Exercise details:
In the material below, find each line with the string "numbered" and copy it.

Data excerpts:
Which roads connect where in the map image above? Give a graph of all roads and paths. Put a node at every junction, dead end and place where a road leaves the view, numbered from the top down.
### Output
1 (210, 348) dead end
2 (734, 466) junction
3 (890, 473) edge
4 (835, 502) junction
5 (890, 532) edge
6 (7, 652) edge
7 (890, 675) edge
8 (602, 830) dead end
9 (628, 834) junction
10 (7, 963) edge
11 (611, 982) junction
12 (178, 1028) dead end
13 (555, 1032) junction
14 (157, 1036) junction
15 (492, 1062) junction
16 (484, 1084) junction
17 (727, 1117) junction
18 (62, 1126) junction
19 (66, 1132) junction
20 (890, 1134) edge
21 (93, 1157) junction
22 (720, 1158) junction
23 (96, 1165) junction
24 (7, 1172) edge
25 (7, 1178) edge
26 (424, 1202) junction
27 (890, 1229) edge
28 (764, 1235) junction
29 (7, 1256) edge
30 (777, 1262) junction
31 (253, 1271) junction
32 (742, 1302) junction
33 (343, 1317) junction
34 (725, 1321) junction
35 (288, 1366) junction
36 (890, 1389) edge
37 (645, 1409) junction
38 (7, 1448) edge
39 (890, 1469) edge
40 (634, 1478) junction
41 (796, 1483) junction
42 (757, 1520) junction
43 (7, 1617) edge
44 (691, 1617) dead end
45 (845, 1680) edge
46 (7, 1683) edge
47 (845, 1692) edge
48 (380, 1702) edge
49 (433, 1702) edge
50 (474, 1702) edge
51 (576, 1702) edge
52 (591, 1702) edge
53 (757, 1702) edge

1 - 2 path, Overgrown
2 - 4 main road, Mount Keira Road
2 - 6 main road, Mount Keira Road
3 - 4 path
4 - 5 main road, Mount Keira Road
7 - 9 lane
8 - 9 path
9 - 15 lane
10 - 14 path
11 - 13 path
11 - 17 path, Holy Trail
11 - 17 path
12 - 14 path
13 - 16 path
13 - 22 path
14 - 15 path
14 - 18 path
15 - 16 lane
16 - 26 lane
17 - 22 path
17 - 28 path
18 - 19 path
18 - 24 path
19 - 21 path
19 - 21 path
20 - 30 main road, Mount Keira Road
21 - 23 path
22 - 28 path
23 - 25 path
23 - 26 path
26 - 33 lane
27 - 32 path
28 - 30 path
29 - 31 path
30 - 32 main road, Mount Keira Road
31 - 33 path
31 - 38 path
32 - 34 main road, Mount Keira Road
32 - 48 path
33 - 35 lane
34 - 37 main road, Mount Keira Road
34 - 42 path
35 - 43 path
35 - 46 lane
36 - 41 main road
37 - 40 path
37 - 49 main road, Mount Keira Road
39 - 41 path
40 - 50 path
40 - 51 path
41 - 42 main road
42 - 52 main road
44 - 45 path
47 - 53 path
---
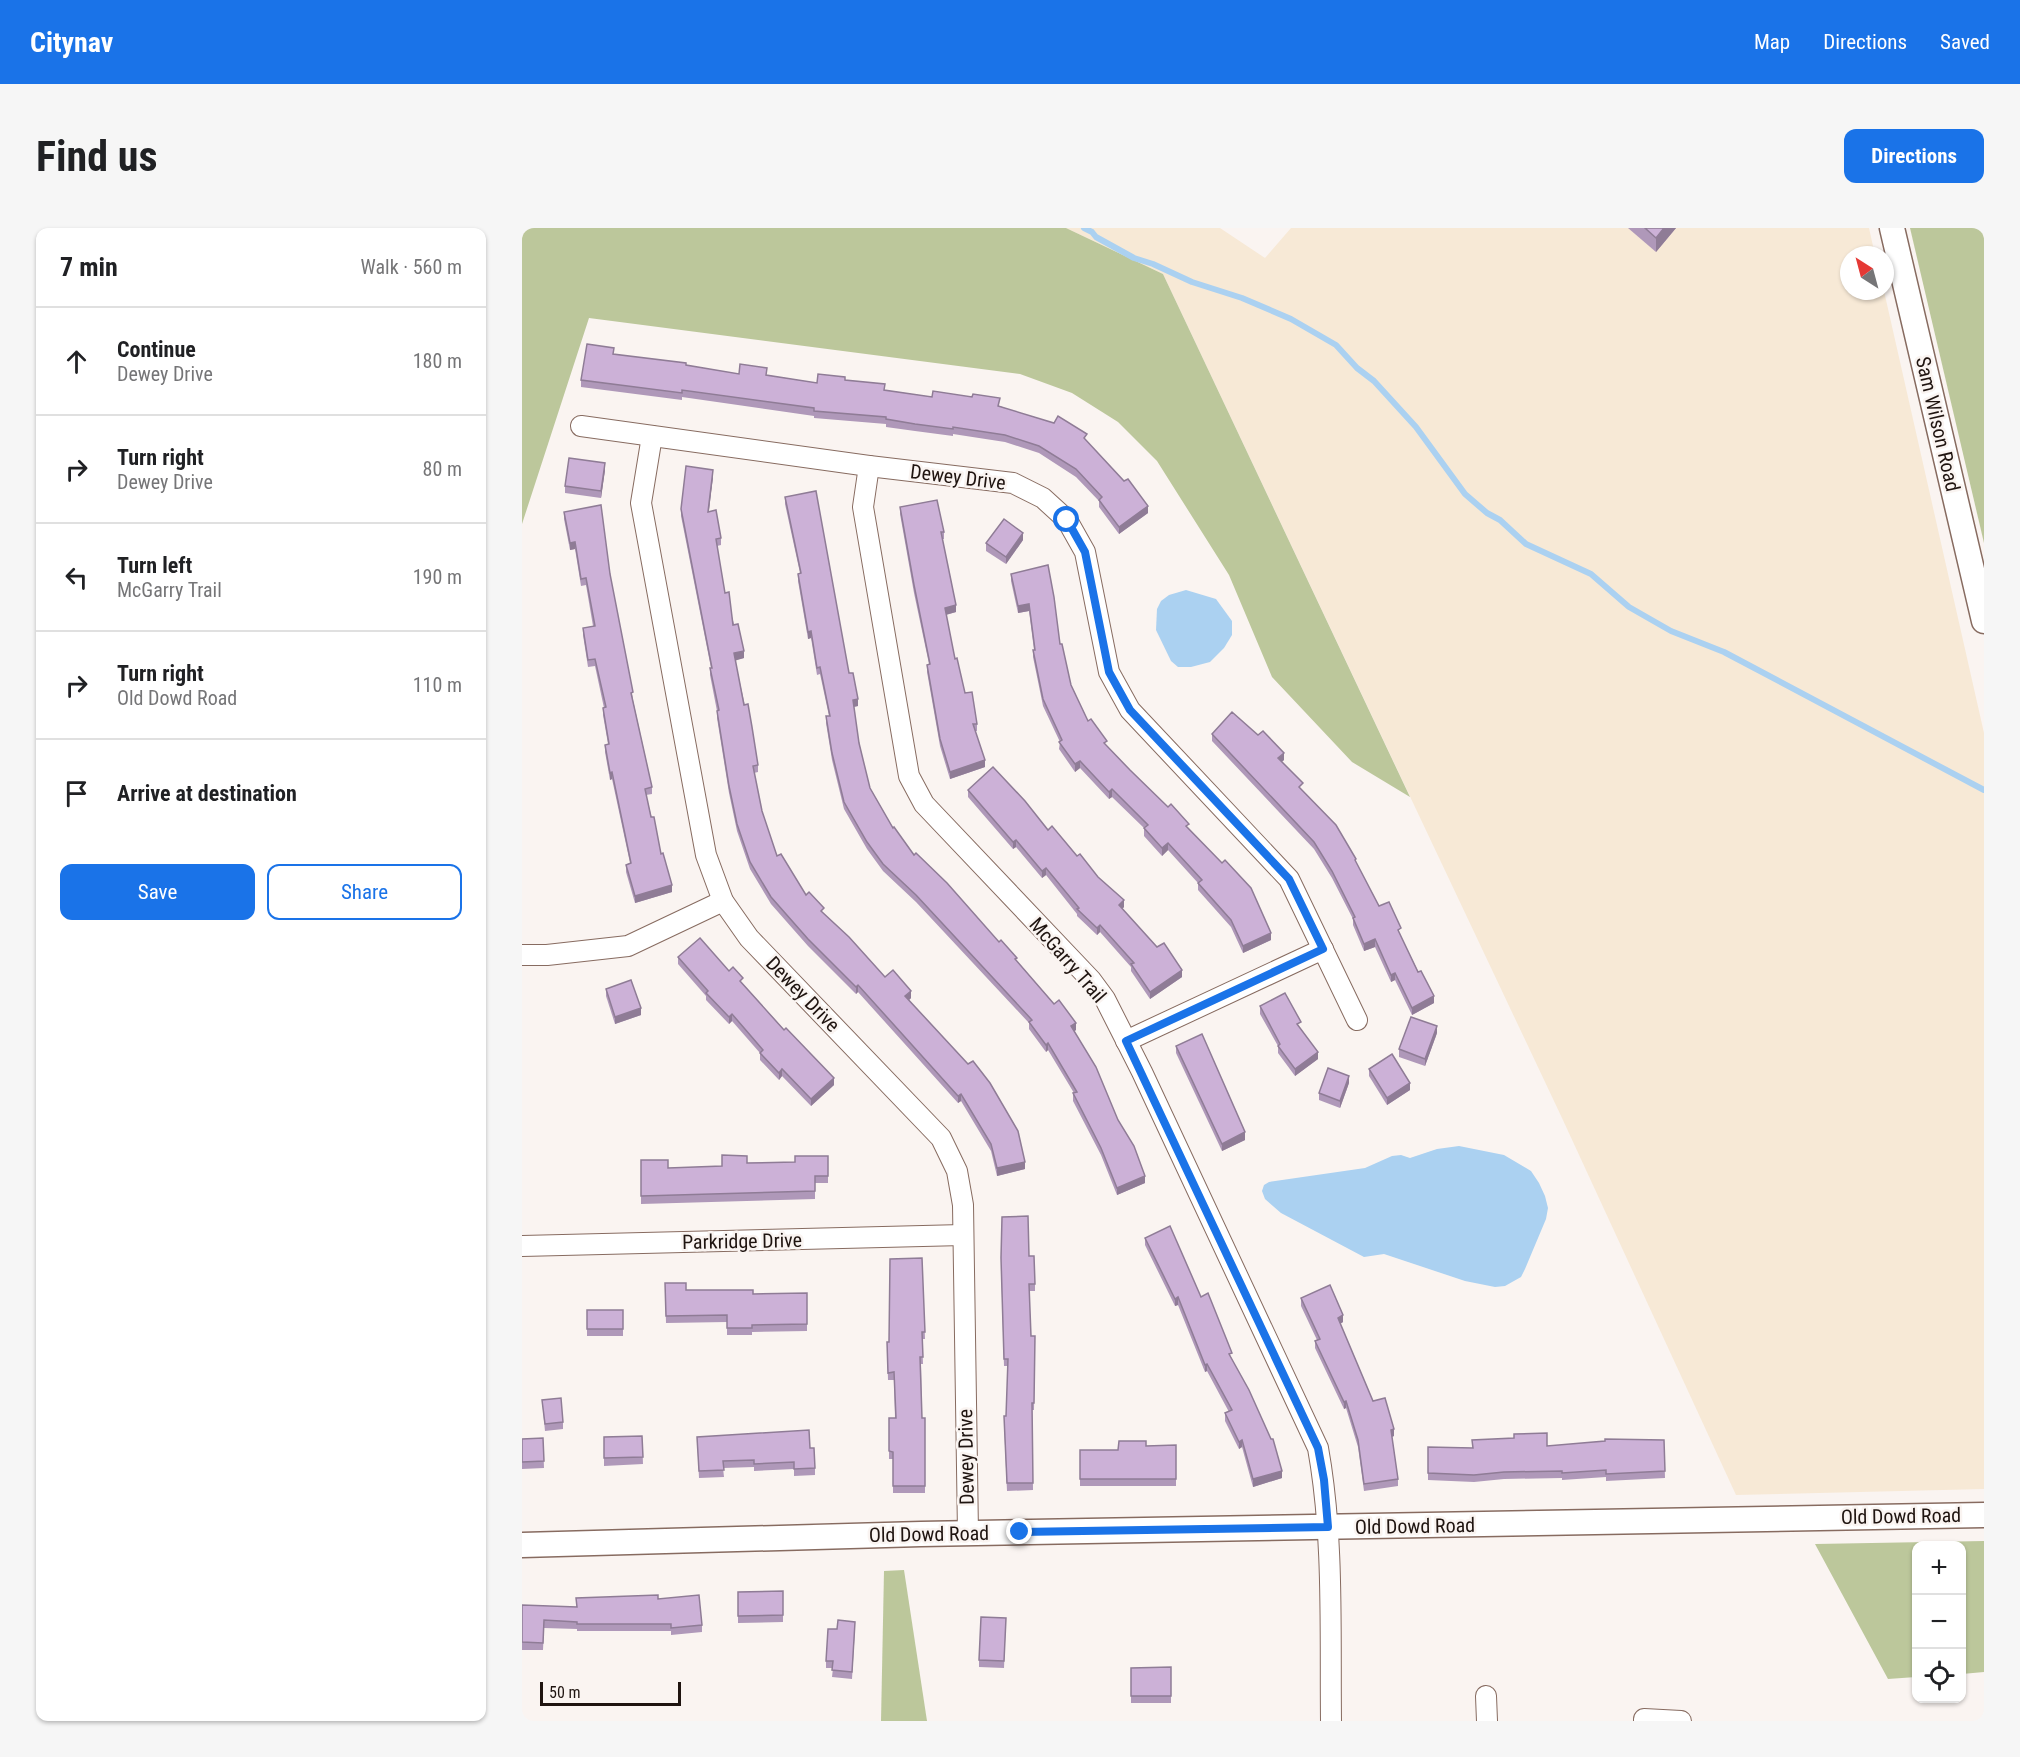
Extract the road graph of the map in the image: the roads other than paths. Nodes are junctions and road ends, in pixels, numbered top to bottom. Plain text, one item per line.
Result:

Your response:
Which roads connect where in the map image above? Give a graph of all roads and paths. Put a node at every junction, dead end and place where a road leaves the view, numbered from the top down.
Extract the road graph of the map in the image: the roads other than paths. Nodes are junctions and road ends, in pixels, numbered top to bottom. Plain text, one item per line.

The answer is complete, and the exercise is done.